Australian writer David Rain debuts with a rather American novel, a sensitive, intelligent snapshot of a watershed moment in our country’s history. Woodley Sharpless and Ben “Trouble” Pinkerton meet as teenagers in boarding school just after World War I. Woodley is an orphan with a significant limp acquired when he was hit by a car, while Trouble is the son of the powerful Senator Pinkerton, a man who some people think will be the next president.
Trouble is consciously different, a James Dean loner who fascinates the other boys. Woodley, an outcast because of his limp and his dubious sexuality, naturally gravitates toward him. When Trouble’s stay at the school abruptly ends, the boys begin a pattern of losing touch and rediscovering each other that continues for decades.Their paths cross at key points: in 1920s New York City, where Trouble learns that he is half Japanese, an illegitimate child of the senator; in violently nationalistic 1937 Nagasaki; and back in America, where both become involved in the Manhattan Project. As the project races toward its conclusion, it becomes clear that as the bomb explodes, so will the lives of both men.
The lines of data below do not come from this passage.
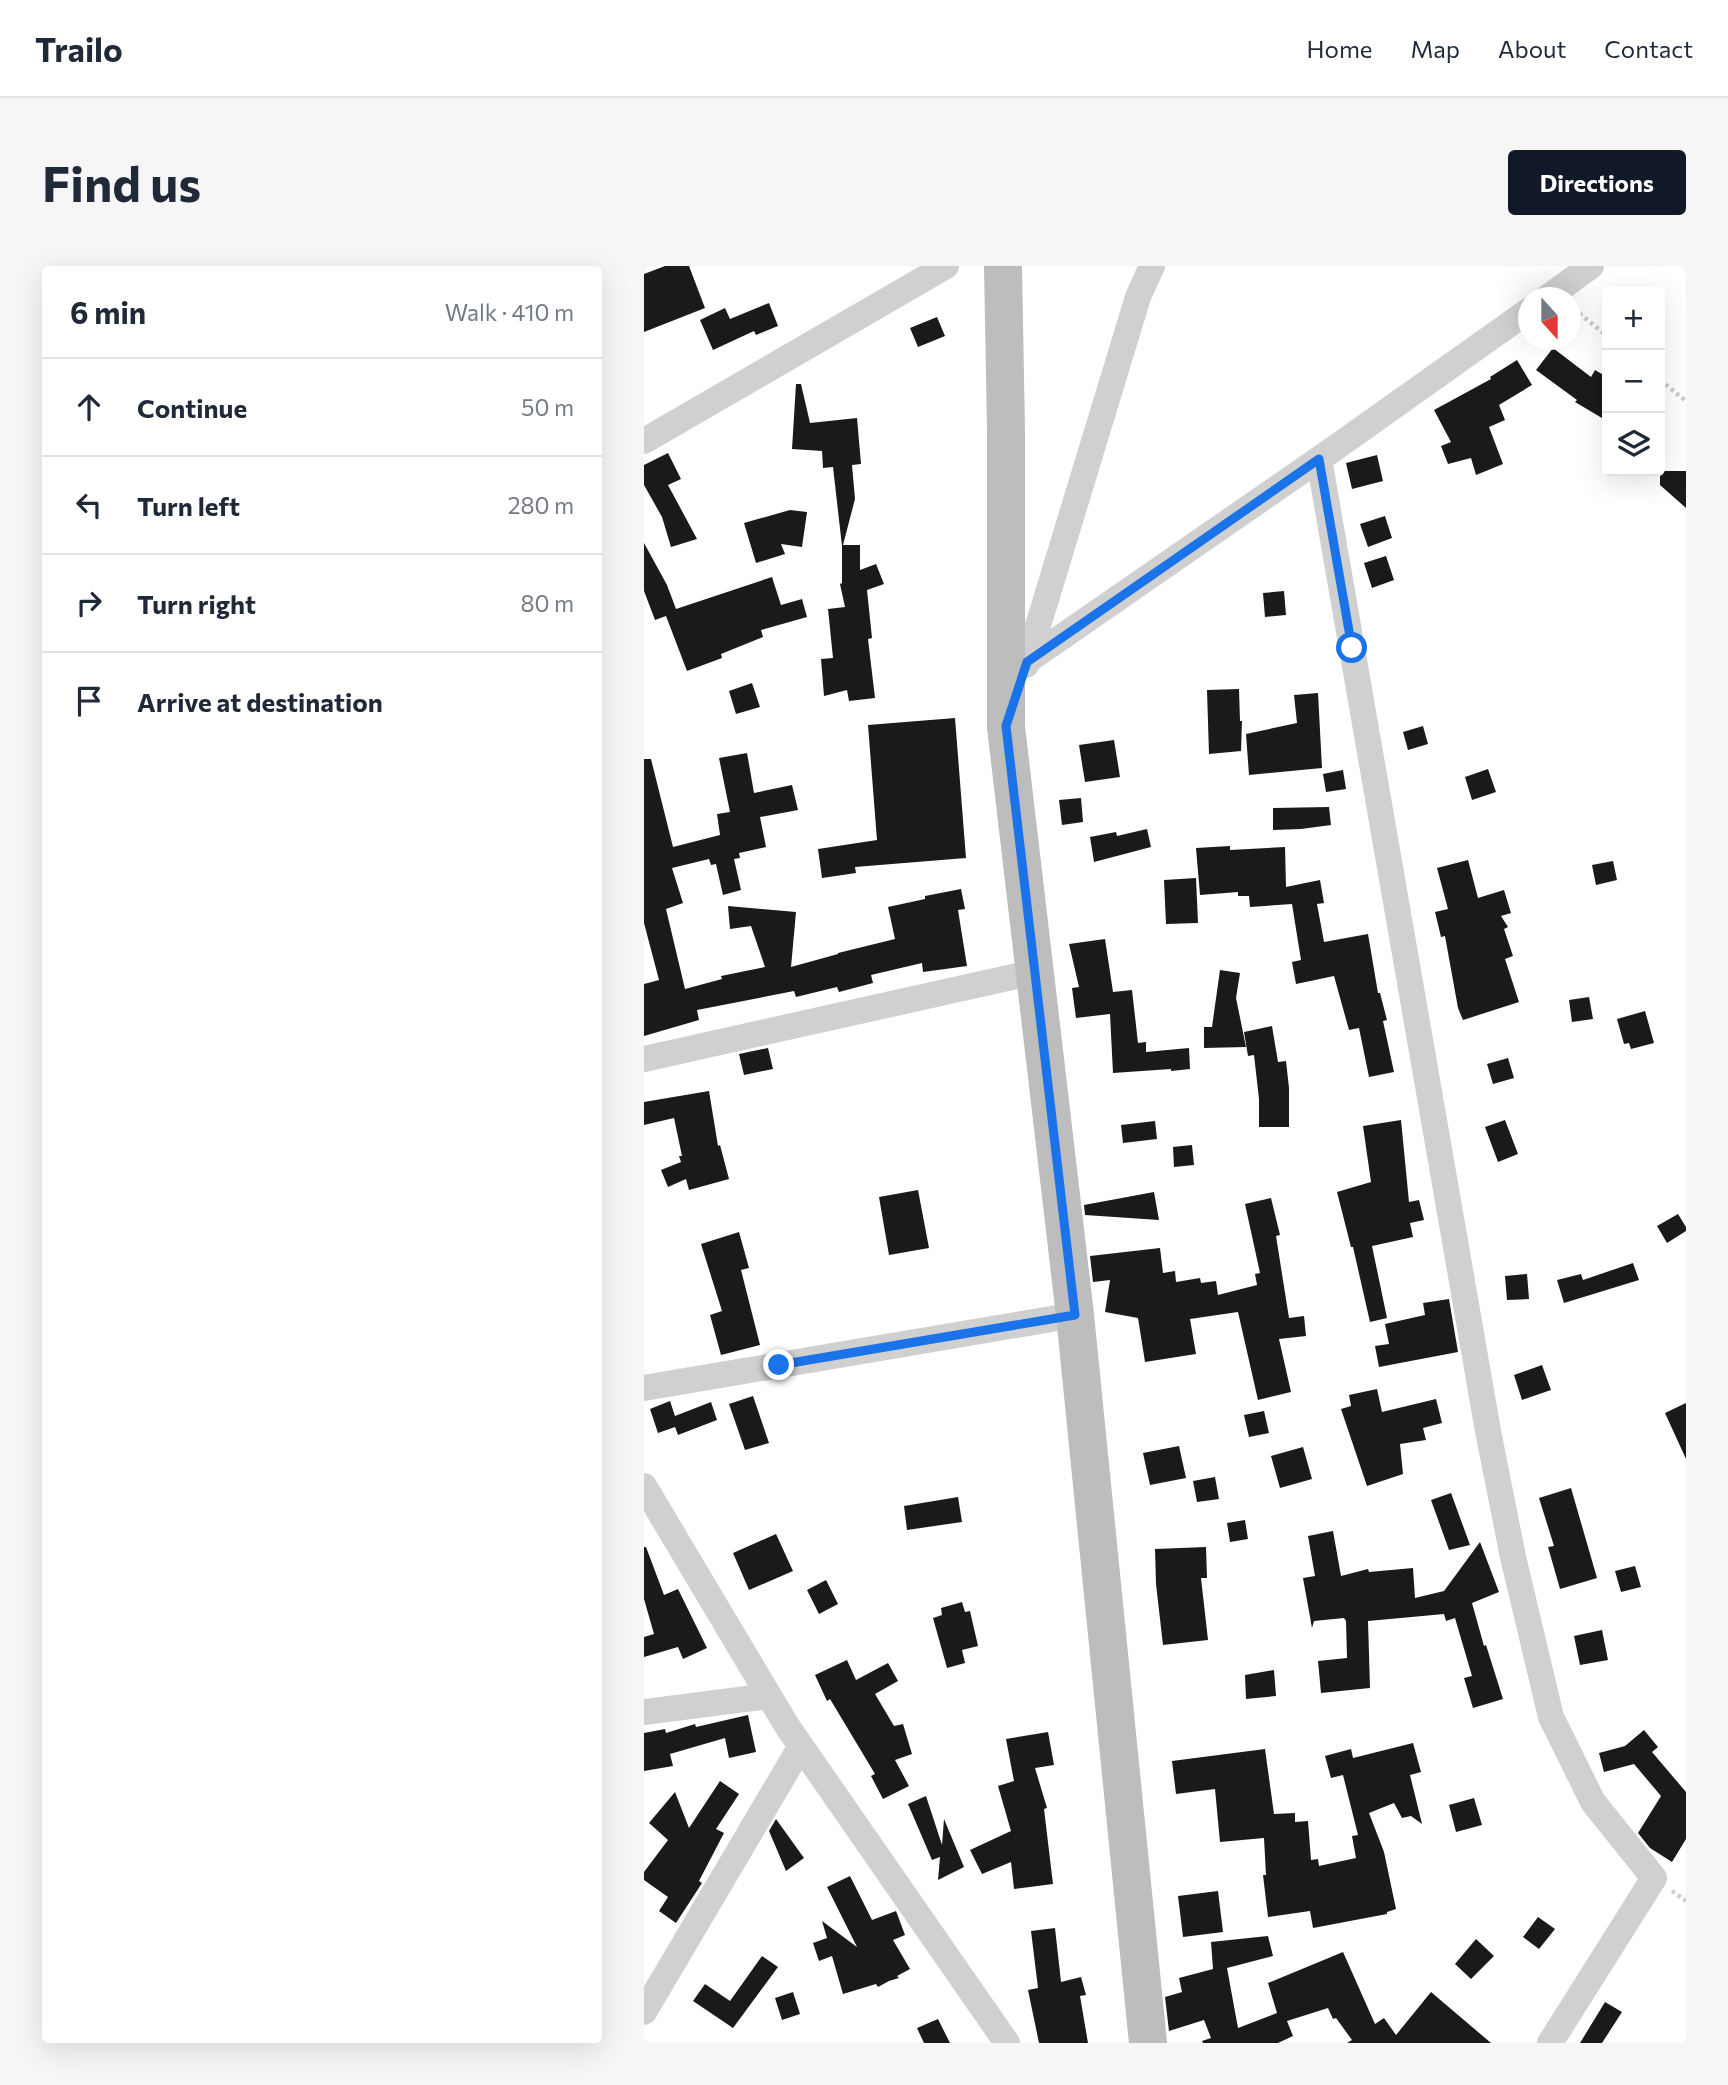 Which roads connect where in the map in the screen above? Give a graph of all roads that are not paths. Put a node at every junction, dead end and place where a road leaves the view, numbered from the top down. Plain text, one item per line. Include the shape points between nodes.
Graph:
1 (946, 266) edge
2 (1003, 266) edge
3 (1152, 266) edge
4 (1591, 266) edge
5 (1562, 287) edge
6 (1518, 318) edge
7 (644, 441) edge
8 (1319, 459) junction
9 (1027, 662) junction
10 (1006, 726) junction
11 (1035, 972) junction
12 (644, 1059) edge
13 (1075, 1315) junction
14 (644, 1388) edge
15 (644, 1486) edge
16 (769, 1696) junction
17 (644, 1712) edge
18 (801, 1746) junction
19 (644, 2012) edge
20 (1007, 2043) edge
21 (1148, 2043) edge
22 (1550, 2043) edge

1 - 7 street
2 - 10 main road
3 - 9 street via 1138,297
4 - 5 street
6 - 8 street
8 - 9 street
8 - 22 street via 1516,1570 1551,1717 1593,1802 1654,1878
9 - 10 street
10 - 11 main road
11 - 12 street
11 - 13 main road
13 - 14 street
13 - 21 main road
15 - 16 street
16 - 17 street
16 - 18 street
18 - 19 street
18 - 20 street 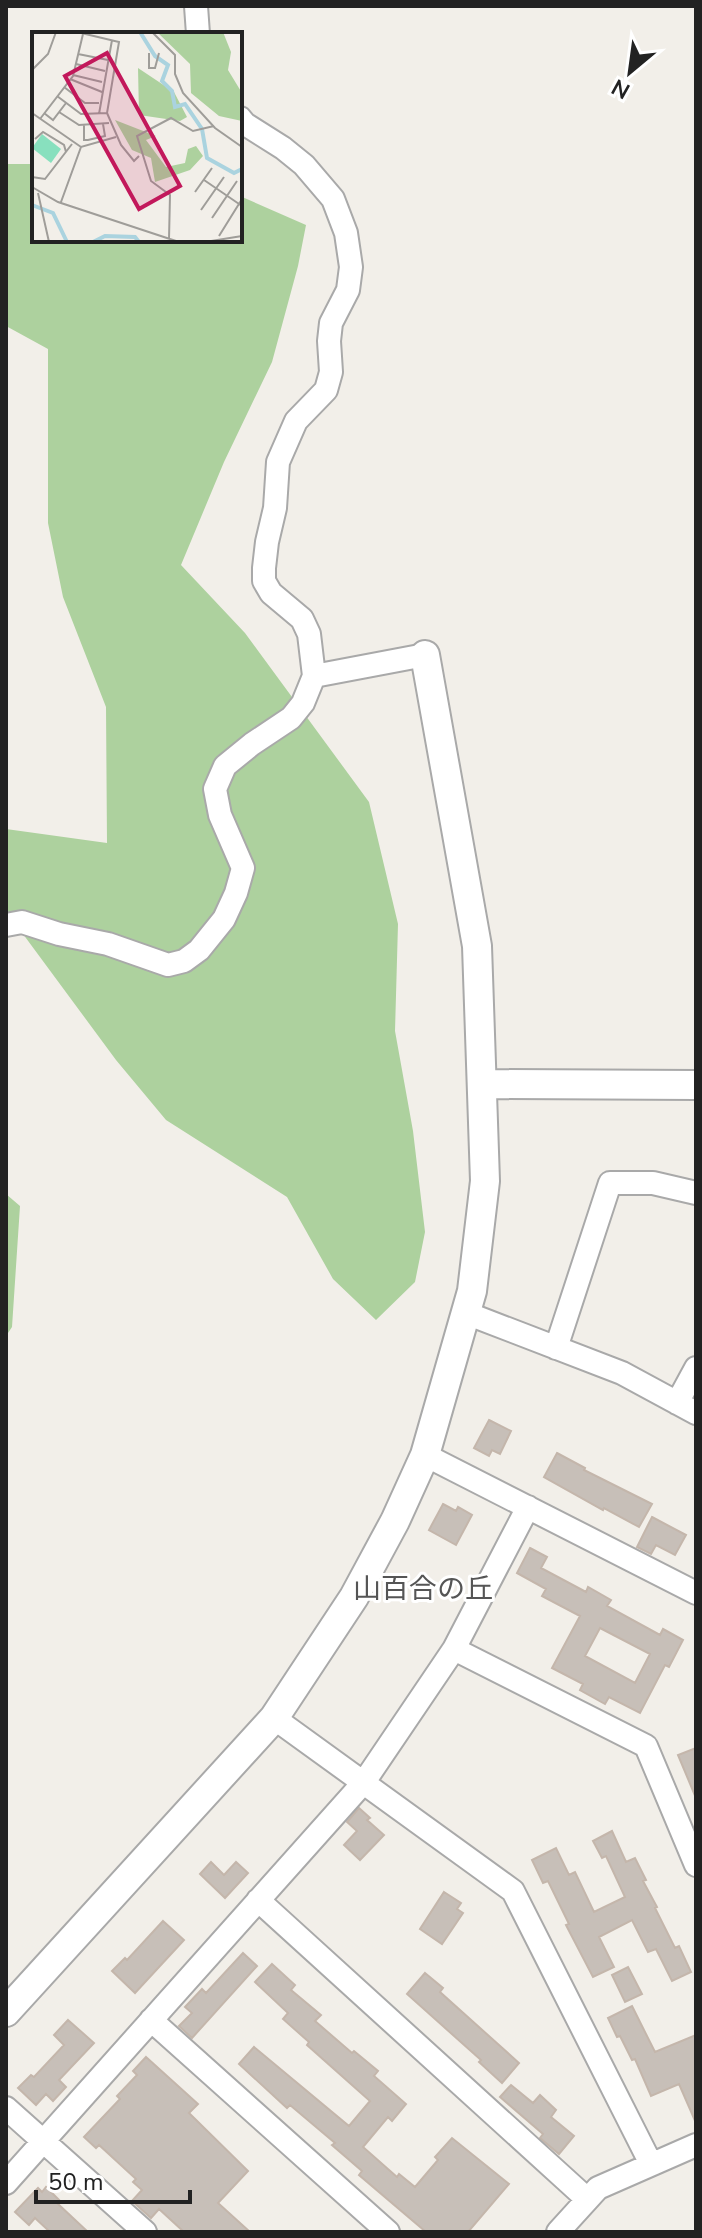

The Heat of the Sun is a sequel of sorts to Puccini’s famous opera, Madame Butterfly, which ends with the forsaken Japanese wife killing herself and leaving her young son to his father, Pinkerton, a former American naval officer who left her. Rain’s worthy novel is a touching, often searing tale of friendship, betrayal and love. His flawed characters are staggering beneath the weight of the past, which they carry like burdens even beyond the book’s chilling, operatic conclusion.